» Exercise details: Retype all of the lines below with no changes.

= = =

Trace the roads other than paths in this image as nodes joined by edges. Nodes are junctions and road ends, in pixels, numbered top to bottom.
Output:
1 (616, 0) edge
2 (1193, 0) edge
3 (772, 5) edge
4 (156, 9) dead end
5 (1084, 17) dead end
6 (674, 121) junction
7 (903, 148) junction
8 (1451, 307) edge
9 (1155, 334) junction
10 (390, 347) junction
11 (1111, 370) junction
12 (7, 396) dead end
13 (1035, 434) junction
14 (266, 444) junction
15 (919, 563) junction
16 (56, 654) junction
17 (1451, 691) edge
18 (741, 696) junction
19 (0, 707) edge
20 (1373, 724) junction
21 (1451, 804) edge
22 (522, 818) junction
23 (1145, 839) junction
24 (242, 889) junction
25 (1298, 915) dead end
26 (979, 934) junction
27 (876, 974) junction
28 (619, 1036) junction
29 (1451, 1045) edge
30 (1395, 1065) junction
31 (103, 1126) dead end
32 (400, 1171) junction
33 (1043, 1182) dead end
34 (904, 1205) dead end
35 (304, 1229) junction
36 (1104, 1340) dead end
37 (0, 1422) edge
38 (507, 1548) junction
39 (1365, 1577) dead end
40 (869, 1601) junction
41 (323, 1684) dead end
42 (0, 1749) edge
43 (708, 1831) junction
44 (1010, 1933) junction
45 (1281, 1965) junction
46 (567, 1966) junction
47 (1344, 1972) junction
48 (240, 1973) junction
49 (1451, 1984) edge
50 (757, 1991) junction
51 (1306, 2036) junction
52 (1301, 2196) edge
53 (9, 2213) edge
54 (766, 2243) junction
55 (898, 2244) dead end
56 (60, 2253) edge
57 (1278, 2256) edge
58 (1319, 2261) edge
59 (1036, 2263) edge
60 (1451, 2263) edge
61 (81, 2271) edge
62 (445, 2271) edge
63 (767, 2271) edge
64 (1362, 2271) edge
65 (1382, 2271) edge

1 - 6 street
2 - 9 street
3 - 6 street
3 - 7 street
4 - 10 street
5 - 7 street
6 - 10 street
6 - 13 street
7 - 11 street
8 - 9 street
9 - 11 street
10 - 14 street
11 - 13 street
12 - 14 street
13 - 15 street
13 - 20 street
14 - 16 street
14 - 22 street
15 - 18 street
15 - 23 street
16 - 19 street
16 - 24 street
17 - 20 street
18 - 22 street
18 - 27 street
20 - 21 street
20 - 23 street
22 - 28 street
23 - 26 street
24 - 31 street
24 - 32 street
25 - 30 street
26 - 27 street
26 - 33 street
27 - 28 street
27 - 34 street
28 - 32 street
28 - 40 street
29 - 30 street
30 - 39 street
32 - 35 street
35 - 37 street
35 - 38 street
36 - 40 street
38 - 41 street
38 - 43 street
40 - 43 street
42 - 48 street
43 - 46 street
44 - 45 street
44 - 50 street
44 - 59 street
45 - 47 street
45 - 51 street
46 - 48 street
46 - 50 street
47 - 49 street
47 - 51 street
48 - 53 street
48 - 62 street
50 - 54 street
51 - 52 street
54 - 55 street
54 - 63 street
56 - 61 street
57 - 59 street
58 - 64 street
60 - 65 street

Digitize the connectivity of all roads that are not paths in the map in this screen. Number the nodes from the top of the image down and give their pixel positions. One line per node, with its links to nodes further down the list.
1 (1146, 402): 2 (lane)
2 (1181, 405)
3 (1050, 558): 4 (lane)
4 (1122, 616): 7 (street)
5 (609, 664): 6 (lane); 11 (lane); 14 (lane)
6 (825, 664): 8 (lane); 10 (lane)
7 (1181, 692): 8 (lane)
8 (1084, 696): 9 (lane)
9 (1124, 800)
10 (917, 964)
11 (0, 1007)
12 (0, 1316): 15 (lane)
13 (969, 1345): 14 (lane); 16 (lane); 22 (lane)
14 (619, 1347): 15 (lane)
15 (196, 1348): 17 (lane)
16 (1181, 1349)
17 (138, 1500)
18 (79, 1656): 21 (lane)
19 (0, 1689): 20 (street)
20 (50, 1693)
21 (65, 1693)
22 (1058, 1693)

= = =

» Your response:
Trace the roads other than paths in this image as nodes joined by edges. Nodes are junctions and road ends, in pixels, numbered top to bottom.
Output:
1 (616, 0) edge
2 (1193, 0) edge
3 (772, 5) edge
4 (156, 9) dead end
5 (1084, 17) dead end
6 (674, 121) junction
7 (903, 148) junction
8 (1451, 307) edge
9 (1155, 334) junction
10 (390, 347) junction
11 (1111, 370) junction
12 (7, 396) dead end
13 (1035, 434) junction
14 (266, 444) junction
15 (919, 563) junction
16 (56, 654) junction
17 (1451, 691) edge
18 (741, 696) junction
19 (0, 707) edge
20 (1373, 724) junction
21 (1451, 804) edge
22 (522, 818) junction
23 (1145, 839) junction
24 (242, 889) junction
25 (1298, 915) dead end
26 (979, 934) junction
27 (876, 974) junction
28 (619, 1036) junction
29 (1451, 1045) edge
30 (1395, 1065) junction
31 (103, 1126) dead end
32 (400, 1171) junction
33 (1043, 1182) dead end
34 (904, 1205) dead end
35 (304, 1229) junction
36 (1104, 1340) dead end
37 (0, 1422) edge
38 (507, 1548) junction
39 (1365, 1577) dead end
40 (869, 1601) junction
41 (323, 1684) dead end
42 (0, 1749) edge
43 (708, 1831) junction
44 (1010, 1933) junction
45 (1281, 1965) junction
46 (567, 1966) junction
47 (1344, 1972) junction
48 (240, 1973) junction
49 (1451, 1984) edge
50 (757, 1991) junction
51 (1306, 2036) junction
52 (1301, 2196) edge
53 (9, 2213) edge
54 (766, 2243) junction
55 (898, 2244) dead end
56 (60, 2253) edge
57 (1278, 2256) edge
58 (1319, 2261) edge
59 (1036, 2263) edge
60 (1451, 2263) edge
61 (81, 2271) edge
62 (445, 2271) edge
63 (767, 2271) edge
64 (1362, 2271) edge
65 (1382, 2271) edge

1 - 6 street
2 - 9 street
3 - 6 street
3 - 7 street
4 - 10 street
5 - 7 street
6 - 10 street
6 - 13 street
7 - 11 street
8 - 9 street
9 - 11 street
10 - 14 street
11 - 13 street
12 - 14 street
13 - 15 street
13 - 20 street
14 - 16 street
14 - 22 street
15 - 18 street
15 - 23 street
16 - 19 street
16 - 24 street
17 - 20 street
18 - 22 street
18 - 27 street
20 - 21 street
20 - 23 street
22 - 28 street
23 - 26 street
24 - 31 street
24 - 32 street
25 - 30 street
26 - 27 street
26 - 33 street
27 - 28 street
27 - 34 street
28 - 32 street
28 - 40 street
29 - 30 street
30 - 39 street
32 - 35 street
35 - 37 street
35 - 38 street
36 - 40 street
38 - 41 street
38 - 43 street
40 - 43 street
42 - 48 street
43 - 46 street
44 - 45 street
44 - 50 street
44 - 59 street
45 - 47 street
45 - 51 street
46 - 48 street
46 - 50 street
47 - 49 street
47 - 51 street
48 - 53 street
48 - 62 street
50 - 54 street
51 - 52 street
54 - 55 street
54 - 63 street
56 - 61 street
57 - 59 street
58 - 64 street
60 - 65 street

Digitize the connectivity of all roads that are not paths in the map in this screen. Number the nodes from the top of the image down and give their pixel positions. One line per node, with its links to nodes further down the list.
1 (1146, 402): 2 (lane)
2 (1181, 405)
3 (1050, 558): 4 (lane)
4 (1122, 616): 7 (street)
5 (609, 664): 6 (lane); 11 (lane); 14 (lane)
6 (825, 664): 8 (lane); 10 (lane)
7 (1181, 692): 8 (lane)
8 (1084, 696): 9 (lane)
9 (1124, 800)
10 (917, 964)
11 (0, 1007)
12 (0, 1316): 15 (lane)
13 (969, 1345): 14 (lane); 16 (lane); 22 (lane)
14 (619, 1347): 15 (lane)
15 (196, 1348): 17 (lane)
16 (1181, 1349)
17 (138, 1500)
18 (79, 1656): 21 (lane)
19 (0, 1689): 20 (street)
20 (50, 1693)
21 (65, 1693)
22 (1058, 1693)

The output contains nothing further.